* [Goal of the exercise] Scan the listing below. Copy each line that contains "main".
Data for processing START
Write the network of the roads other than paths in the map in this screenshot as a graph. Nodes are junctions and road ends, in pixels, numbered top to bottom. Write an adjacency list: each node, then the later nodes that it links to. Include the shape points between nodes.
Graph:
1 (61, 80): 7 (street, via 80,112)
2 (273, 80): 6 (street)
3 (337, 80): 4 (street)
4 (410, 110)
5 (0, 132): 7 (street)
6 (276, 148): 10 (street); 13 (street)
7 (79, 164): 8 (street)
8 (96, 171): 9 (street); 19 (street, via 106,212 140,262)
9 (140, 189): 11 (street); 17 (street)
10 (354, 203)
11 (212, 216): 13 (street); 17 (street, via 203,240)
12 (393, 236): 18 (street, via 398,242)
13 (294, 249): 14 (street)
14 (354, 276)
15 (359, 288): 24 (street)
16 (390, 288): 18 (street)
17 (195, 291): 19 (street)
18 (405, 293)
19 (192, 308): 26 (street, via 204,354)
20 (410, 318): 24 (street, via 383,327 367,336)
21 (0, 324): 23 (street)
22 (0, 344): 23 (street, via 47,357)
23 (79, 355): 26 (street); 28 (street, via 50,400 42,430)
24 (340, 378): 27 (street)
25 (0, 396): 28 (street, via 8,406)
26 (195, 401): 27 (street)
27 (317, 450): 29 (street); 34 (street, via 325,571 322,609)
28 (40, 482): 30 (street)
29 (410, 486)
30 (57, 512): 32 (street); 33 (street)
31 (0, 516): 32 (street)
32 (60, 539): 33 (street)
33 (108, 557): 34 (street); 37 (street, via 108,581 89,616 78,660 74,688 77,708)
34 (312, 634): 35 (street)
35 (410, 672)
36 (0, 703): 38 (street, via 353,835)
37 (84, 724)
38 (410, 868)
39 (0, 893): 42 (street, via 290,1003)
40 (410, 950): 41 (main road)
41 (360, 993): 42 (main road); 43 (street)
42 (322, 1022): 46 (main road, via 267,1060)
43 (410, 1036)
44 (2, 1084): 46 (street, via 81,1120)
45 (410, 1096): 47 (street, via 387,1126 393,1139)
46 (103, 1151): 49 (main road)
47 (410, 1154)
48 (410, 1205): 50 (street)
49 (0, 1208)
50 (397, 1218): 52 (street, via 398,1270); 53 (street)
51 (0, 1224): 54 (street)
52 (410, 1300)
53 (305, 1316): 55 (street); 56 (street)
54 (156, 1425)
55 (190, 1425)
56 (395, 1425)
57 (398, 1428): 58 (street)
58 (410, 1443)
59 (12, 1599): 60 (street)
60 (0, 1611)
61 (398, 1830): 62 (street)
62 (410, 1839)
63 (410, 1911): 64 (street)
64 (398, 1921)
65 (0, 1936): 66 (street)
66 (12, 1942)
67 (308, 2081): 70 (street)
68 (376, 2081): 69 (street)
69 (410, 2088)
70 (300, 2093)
Data for processing END
* [Result]
40 (410, 950): 41 (main road)
41 (360, 993): 42 (main road); 43 (street)
42 (322, 1022): 46 (main road, via 267,1060)
46 (103, 1151): 49 (main road)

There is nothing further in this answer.